[Collected data entries]
== Segment start ==
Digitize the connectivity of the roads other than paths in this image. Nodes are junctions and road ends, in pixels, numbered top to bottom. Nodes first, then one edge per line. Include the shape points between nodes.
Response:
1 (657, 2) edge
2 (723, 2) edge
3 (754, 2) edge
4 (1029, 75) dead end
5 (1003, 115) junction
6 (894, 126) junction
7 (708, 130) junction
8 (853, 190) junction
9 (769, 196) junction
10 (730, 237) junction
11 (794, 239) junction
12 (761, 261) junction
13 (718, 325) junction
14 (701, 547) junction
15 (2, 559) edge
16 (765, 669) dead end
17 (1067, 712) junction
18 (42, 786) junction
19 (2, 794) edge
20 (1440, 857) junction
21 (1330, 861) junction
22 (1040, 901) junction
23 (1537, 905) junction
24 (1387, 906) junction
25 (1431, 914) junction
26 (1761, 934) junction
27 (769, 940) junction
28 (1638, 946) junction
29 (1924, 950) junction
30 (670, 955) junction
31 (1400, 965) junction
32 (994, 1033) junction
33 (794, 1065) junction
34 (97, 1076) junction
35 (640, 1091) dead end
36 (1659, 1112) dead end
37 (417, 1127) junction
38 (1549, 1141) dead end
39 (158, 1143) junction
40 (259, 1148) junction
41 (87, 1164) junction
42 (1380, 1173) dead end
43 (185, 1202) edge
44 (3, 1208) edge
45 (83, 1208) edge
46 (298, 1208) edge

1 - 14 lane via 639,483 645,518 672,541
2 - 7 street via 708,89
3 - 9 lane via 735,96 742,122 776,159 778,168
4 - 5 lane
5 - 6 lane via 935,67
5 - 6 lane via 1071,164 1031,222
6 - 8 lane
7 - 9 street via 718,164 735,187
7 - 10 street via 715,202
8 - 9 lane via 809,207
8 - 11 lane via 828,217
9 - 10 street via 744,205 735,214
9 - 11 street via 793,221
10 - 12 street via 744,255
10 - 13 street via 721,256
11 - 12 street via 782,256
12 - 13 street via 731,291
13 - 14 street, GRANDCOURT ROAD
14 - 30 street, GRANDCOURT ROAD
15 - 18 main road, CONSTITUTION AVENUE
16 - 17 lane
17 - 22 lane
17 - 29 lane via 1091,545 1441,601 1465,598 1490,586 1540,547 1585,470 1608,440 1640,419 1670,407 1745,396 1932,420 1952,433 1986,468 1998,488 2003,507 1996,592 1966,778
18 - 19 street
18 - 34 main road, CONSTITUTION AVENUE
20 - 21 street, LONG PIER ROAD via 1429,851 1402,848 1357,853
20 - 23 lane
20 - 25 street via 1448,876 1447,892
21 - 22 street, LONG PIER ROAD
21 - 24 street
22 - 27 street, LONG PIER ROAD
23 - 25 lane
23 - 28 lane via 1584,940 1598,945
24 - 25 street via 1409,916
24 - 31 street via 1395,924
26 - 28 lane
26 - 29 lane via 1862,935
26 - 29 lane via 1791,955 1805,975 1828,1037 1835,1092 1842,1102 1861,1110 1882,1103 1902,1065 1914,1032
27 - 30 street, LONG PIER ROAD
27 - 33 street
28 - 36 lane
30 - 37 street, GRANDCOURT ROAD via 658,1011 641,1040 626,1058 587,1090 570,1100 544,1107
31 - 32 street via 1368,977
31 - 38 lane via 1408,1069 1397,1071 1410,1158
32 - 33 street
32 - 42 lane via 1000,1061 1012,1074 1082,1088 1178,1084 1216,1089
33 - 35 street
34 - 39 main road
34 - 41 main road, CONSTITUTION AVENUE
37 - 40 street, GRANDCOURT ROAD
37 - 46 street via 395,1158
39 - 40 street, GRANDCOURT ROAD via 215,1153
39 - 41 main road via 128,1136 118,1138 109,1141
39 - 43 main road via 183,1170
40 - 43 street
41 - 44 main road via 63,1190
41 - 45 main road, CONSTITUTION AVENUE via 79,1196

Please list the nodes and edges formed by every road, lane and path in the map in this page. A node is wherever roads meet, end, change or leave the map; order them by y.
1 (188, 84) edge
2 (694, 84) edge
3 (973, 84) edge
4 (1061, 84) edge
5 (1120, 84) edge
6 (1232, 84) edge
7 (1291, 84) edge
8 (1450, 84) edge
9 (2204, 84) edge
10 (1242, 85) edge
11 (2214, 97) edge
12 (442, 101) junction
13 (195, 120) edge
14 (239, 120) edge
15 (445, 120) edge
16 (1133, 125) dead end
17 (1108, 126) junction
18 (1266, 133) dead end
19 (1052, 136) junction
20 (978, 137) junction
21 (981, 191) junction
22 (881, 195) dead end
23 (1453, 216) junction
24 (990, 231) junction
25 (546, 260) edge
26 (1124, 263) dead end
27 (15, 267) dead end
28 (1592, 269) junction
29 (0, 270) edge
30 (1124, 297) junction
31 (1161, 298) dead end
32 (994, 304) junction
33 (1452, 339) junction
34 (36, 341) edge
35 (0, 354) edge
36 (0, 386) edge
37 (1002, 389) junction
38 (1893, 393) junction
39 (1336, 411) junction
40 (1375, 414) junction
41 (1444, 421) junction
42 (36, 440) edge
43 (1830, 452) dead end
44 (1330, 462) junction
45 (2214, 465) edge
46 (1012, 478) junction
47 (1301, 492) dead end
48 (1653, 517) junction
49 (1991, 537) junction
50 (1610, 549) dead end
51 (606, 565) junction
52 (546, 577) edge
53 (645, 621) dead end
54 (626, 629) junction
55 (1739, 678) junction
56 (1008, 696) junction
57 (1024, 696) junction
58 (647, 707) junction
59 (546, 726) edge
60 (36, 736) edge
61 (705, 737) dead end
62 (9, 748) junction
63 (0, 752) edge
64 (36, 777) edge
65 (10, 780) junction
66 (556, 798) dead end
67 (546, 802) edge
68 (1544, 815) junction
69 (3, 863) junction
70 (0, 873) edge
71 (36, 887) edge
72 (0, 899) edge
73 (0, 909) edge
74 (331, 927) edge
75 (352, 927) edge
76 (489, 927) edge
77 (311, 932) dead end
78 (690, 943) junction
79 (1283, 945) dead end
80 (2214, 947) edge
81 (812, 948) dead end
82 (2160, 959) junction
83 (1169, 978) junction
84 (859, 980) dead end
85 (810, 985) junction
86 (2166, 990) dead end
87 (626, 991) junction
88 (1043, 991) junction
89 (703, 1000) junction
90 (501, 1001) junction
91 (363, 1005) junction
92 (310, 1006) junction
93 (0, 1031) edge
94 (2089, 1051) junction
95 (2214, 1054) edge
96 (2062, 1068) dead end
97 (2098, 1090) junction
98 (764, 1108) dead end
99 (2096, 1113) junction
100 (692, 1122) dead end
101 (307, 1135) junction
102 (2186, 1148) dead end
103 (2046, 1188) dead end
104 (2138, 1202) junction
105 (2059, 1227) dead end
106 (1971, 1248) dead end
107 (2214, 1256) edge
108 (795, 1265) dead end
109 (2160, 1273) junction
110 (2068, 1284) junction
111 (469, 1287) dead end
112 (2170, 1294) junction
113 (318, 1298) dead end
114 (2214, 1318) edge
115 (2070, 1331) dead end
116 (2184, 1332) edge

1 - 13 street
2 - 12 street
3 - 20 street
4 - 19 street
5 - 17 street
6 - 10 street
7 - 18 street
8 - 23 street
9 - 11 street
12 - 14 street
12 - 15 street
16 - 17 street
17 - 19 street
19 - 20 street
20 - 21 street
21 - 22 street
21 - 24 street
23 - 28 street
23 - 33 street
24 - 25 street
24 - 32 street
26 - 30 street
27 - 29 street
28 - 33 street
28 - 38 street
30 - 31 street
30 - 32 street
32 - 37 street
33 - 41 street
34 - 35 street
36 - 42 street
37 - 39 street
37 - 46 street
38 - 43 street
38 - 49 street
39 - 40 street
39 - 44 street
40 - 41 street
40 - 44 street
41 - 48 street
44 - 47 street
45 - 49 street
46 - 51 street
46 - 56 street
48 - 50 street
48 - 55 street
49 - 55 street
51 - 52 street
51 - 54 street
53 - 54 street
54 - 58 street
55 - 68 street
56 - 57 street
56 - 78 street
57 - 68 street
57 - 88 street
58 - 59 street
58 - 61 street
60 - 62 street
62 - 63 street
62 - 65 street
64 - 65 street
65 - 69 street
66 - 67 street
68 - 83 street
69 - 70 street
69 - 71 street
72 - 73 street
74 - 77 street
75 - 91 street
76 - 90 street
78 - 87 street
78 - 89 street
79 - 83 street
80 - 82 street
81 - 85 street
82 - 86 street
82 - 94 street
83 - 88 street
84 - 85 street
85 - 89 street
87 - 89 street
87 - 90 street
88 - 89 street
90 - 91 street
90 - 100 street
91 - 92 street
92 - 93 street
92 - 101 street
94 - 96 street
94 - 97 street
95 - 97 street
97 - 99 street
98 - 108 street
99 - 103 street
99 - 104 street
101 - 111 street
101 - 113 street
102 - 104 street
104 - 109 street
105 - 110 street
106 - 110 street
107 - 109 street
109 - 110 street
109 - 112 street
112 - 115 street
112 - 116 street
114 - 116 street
== Segment end ==
- TASK BRIEF
Looking at the data above, how many lines hold the word "CONSTITUTION"? Respond with the number alone.

- OUTPUT OF THE TASK
4